*Directions*
Return the data in full, exactly as it was written.

··· Source data ···

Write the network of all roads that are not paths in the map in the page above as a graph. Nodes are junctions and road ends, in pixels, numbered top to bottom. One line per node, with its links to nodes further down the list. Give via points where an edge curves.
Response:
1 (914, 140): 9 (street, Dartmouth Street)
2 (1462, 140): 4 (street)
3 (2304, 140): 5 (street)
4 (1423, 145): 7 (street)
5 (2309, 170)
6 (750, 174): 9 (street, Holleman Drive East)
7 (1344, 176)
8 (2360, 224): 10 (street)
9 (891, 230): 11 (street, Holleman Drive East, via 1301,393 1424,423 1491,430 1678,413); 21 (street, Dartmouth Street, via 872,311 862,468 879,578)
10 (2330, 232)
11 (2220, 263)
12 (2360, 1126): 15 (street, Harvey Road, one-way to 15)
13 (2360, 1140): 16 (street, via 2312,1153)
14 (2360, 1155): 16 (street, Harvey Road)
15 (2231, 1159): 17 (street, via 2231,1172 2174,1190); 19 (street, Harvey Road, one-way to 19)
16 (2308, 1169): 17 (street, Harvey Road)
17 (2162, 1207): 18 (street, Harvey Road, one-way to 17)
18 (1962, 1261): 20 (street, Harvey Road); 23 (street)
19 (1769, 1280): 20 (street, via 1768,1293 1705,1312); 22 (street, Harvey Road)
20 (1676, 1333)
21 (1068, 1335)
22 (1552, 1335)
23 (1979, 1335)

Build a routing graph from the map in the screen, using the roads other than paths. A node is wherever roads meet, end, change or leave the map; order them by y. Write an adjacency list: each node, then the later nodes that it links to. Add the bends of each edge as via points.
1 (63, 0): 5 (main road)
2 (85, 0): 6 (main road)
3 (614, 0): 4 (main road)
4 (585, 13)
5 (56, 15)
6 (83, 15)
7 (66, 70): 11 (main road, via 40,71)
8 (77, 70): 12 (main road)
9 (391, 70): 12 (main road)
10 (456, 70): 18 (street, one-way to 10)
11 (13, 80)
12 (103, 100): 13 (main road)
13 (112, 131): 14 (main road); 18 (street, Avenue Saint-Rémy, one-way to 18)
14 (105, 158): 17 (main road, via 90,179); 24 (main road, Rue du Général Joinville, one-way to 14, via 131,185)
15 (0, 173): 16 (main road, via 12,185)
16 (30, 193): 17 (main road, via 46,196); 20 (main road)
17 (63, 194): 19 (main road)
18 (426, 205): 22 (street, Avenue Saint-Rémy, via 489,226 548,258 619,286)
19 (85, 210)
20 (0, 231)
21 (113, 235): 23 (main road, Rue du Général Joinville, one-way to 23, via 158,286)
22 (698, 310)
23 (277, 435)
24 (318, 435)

···

*Response to this task*
Write the network of all roads that are not paths in the map in the page above as a graph. Nodes are junctions and road ends, in pixels, numbered top to bottom. One line per node, with its links to nodes further down the list. Give via points where an edge curves.
Response:
1 (914, 140): 9 (street, Dartmouth Street)
2 (1462, 140): 4 (street)
3 (2304, 140): 5 (street)
4 (1423, 145): 7 (street)
5 (2309, 170)
6 (750, 174): 9 (street, Holleman Drive East)
7 (1344, 176)
8 (2360, 224): 10 (street)
9 (891, 230): 11 (street, Holleman Drive East, via 1301,393 1424,423 1491,430 1678,413); 21 (street, Dartmouth Street, via 872,311 862,468 879,578)
10 (2330, 232)
11 (2220, 263)
12 (2360, 1126): 15 (street, Harvey Road, one-way to 15)
13 (2360, 1140): 16 (street, via 2312,1153)
14 (2360, 1155): 16 (street, Harvey Road)
15 (2231, 1159): 17 (street, via 2231,1172 2174,1190); 19 (street, Harvey Road, one-way to 19)
16 (2308, 1169): 17 (street, Harvey Road)
17 (2162, 1207): 18 (street, Harvey Road, one-way to 17)
18 (1962, 1261): 20 (street, Harvey Road); 23 (street)
19 (1769, 1280): 20 (street, via 1768,1293 1705,1312); 22 (street, Harvey Road)
20 (1676, 1333)
21 (1068, 1335)
22 (1552, 1335)
23 (1979, 1335)

Build a routing graph from the map in the screen, using the roads other than paths. A node is wherever roads meet, end, change or leave the map; order them by y. Write an adjacency list: each node, then the later nodes that it links to. Add the bends of each edge as via points.
1 (63, 0): 5 (main road)
2 (85, 0): 6 (main road)
3 (614, 0): 4 (main road)
4 (585, 13)
5 (56, 15)
6 (83, 15)
7 (66, 70): 11 (main road, via 40,71)
8 (77, 70): 12 (main road)
9 (391, 70): 12 (main road)
10 (456, 70): 18 (street, one-way to 10)
11 (13, 80)
12 (103, 100): 13 (main road)
13 (112, 131): 14 (main road); 18 (street, Avenue Saint-Rémy, one-way to 18)
14 (105, 158): 17 (main road, via 90,179); 24 (main road, Rue du Général Joinville, one-way to 14, via 131,185)
15 (0, 173): 16 (main road, via 12,185)
16 (30, 193): 17 (main road, via 46,196); 20 (main road)
17 (63, 194): 19 (main road)
18 (426, 205): 22 (street, Avenue Saint-Rémy, via 489,226 548,258 619,286)
19 (85, 210)
20 (0, 231)
21 (113, 235): 23 (main road, Rue du Général Joinville, one-way to 23, via 158,286)
22 (698, 310)
23 (277, 435)
24 (318, 435)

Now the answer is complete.